So, I’m staring at a blank page. Been awake through the night glaring at it, trying to think of something profound to say. I am still reading Brene Brown’s “Rising Strong”. Well, I guess, I’m going through it a second time. There’s a lot of wisdom to weed through. I wrote about curiosity in a post on March 9th and this is supposed to be related to that. Trouble is, it’s a very heavy topic and I’m not sure how to present it. It has a lot to do with shame so I find myself treading lightly. I guess, in short, it is about answering the questions of curiosity truthfully, with insight into all parties involved by recognizing the whole truth and not just our own.

I’m sure you’ve all heard the old cliche, there are always two sides to a coin? Well, today, I want to be brave enough to look at the other side. I think I have accomplished this with my upbringing in most areas–it has not been easy and I don’t want you to think that this has happened overnight because it has not. It has taken years, decades even, to come to terms with the whole truth and not just my own perspective of what the picture seemed to be. Digging down to find the truth sometimes means accepting a new reality. I don’t think it comes naturally, at least for me, it hasn’t. It is something I have cultivated very slowly into my life in regards to my parents and the environment within which I was raised.
I have to be honest with you, I am finding this extremely difficult today. And, I guess, it is something I need to look at more completely. It’s not that I experienced severe trauma by the hands of my parents directly, but more by their neglect. But it’s not even the trauma that is blocking my senses at the moment, it is the wounds I suffered just by being a part of the family they made. Without getting into too much detail–and I beg your forgiveness for this, and maybe I’ll be able to write my own story in time; it just is not coming out now–I felt extremely unworthy within my family. I was never good enough, smart enough, pretty enough or thoughtful enough. I craved attention, love and acceptance. And I grew up trying to hide all these needs because they just weren’t acceptable (in my family).

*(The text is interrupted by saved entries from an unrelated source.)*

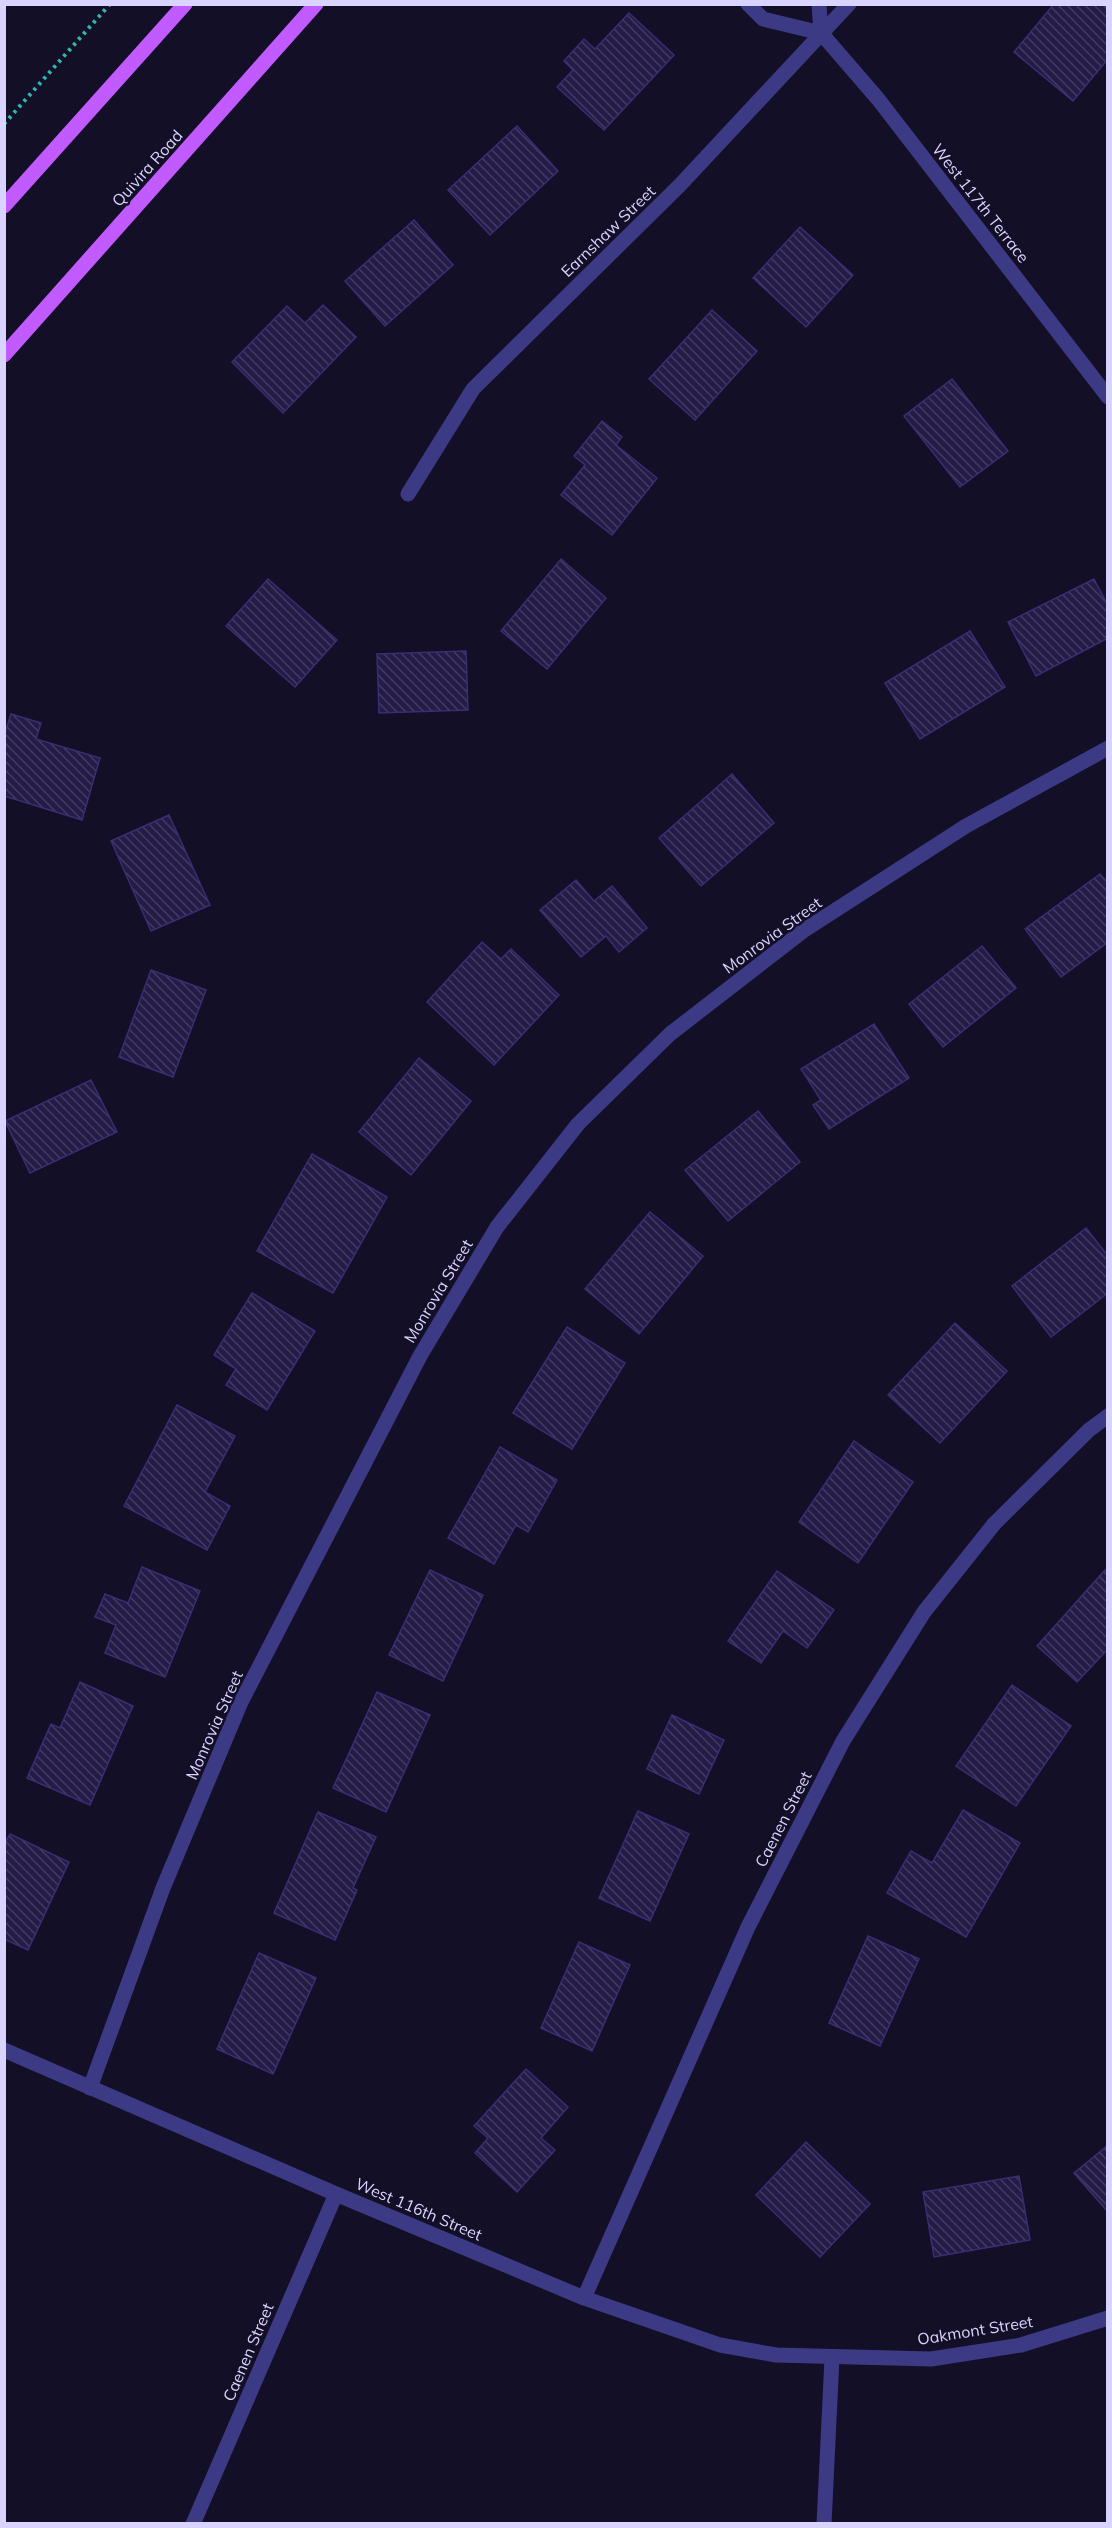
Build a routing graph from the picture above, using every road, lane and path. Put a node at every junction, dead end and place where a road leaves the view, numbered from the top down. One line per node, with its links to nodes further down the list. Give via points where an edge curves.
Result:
1 (110, 4): 8 (path)
2 (185, 4): 9 (main road)
3 (316, 4): 10 (main road, Quivira Road)
4 (748, 4): 7 (street, via 763,19)
5 (819, 4): 7 (street)
6 (849, 4): 7 (street, Earnshaw Street)
7 (821, 33): 11 (street, West 117th Terrace, via 878,99); 12 (street, Earnshaw Street, via 680,185 473,389)
8 (4, 124)
9 (4, 206)
10 (4, 355)
11 (1107, 398)
12 (408, 494)
13 (1107, 748): 16 (street, Monrovia Street, via 966,826 812,925 670,1034 578,1124 497,1227 420,1356 241,1702 164,1888)
14 (1107, 1416): 18 (street, Caenen Street, via 994,1524 924,1612 843,1741 748,1927)
15 (4, 2050): 16 (street, West 116th Street)
16 (90, 2088): 17 (street, West 116th Street)
17 (336, 2194): 18 (street, West 116th Street); 21 (street, Caenen Street)
18 (584, 2298): 20 (street, West 116th Street, via 720,2345 776,2355)
19 (1107, 2319): 20 (street, Oakmont Street, via 1021,2344 931,2359)
20 (832, 2358): 22 (street)
21 (194, 2523)
22 (824, 2523)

Through all the therapy I’ve had over the last 30 years, I have come to accept the fact that my parents did their best with what they had inside themselves as I was growing up. That they, also, had their own childhood wounds passed down from their own untruths within the families they grew up in. Understanding that they really did do the best they could with what they knew, at the time, allows me to form a new truth about my own situation. I was loved and therefore am worthy of love; and, although expectations were set extremely high, they were set with the ideal that I could achieve them; therefore, I was, in fact, thought to be quite intelligent. I believe I was quite thoughtful and empathetic even though there came a time that I disconnected myself from my family. I believe the truth is that I was too connected in the first place and so overwhelmed by the emotions of others in my family that in order to protect myself, I disengaged. So my conclusions of not being enough were actually based on untruths that I had made up in my head, but had never checked out.

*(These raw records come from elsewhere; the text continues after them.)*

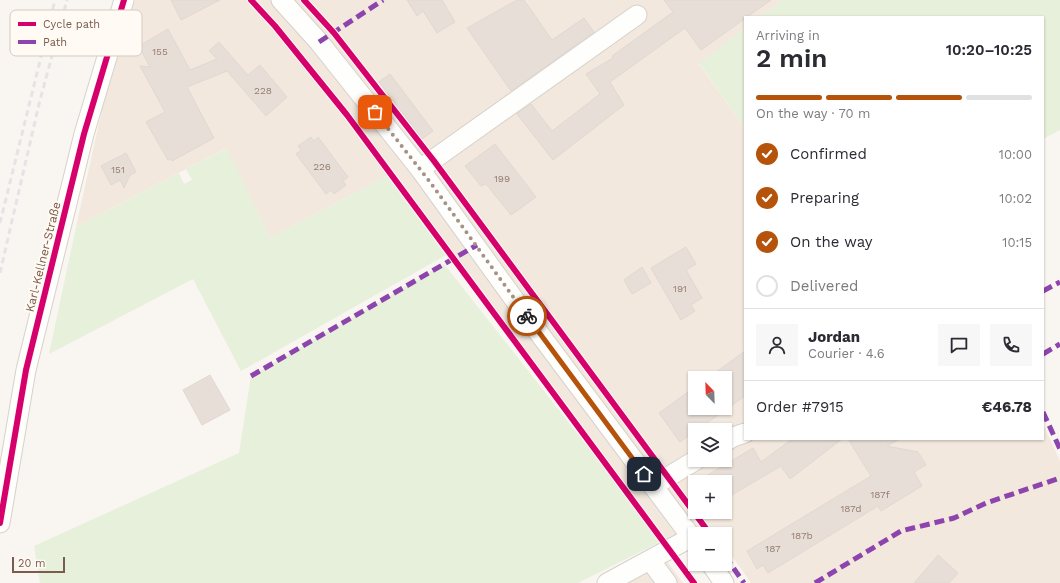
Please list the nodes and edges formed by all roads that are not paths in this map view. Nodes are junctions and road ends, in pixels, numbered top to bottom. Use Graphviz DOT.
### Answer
graph roads {
  1 [pos="124,0"];
  2 [pos="281,0"];
  3 [pos="121,10"];
  4 [pos="637,15"];
  5 [pos="107,56"];
  6 [pos="420,169"];
  7 [pos="744,433"];
  8 [pos="732,438"];
  9 [pos="688,465"];
  10 [pos="653,486"];
  11 [pos="0,523"];
  12 [pos="688,532"];
  13 [pos="688,541"];
  14 [pos="650,560"];
  15 [pos="716,571"];
  16 [pos="607,583"];
  17 [pos="667,583"];
  18 [pos="724,583"];
  1 -- 3 [label="street, Karl-Kellner-Straße"];
  2 -- 6 [label="street"];
  4 -- 6 [label="street"];
  5 -- 11 [label="street, Karl-Kellner-Straße"];
  6 -- 10 [label="street"];
  7 -- 8 [label="street"];
  9 -- 10 [label="street"];
  10 -- 12 [label="street"];
  13 -- 14 [label="street"];
  14 -- 16 [label="street"];
  14 -- 17 [label="street"];
  15 -- 18 [label="street"];
}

This last paragraph is a good example of how thoughts, behaviours and feelings are all connected and how we need to look at all three in order to become whole again. Finding the truth about our lives can be heartbreaking. It takes courage to seek it out, to delve into our lives and weed out the falsehoods we have formed surrounding our worth as human beings. It is a passage worth taking though as it frees us from the negative thought patterns we have so innocently formed in our minds, the deep-seeded feelings of unworthiness we carry around and the behaviours we exhibit in connection with our lack of love for ourselves.
Take the leap–with a good therapist if you have experienced deep trauma, neglect or abuse–and plunge into the sacred waters of your soul!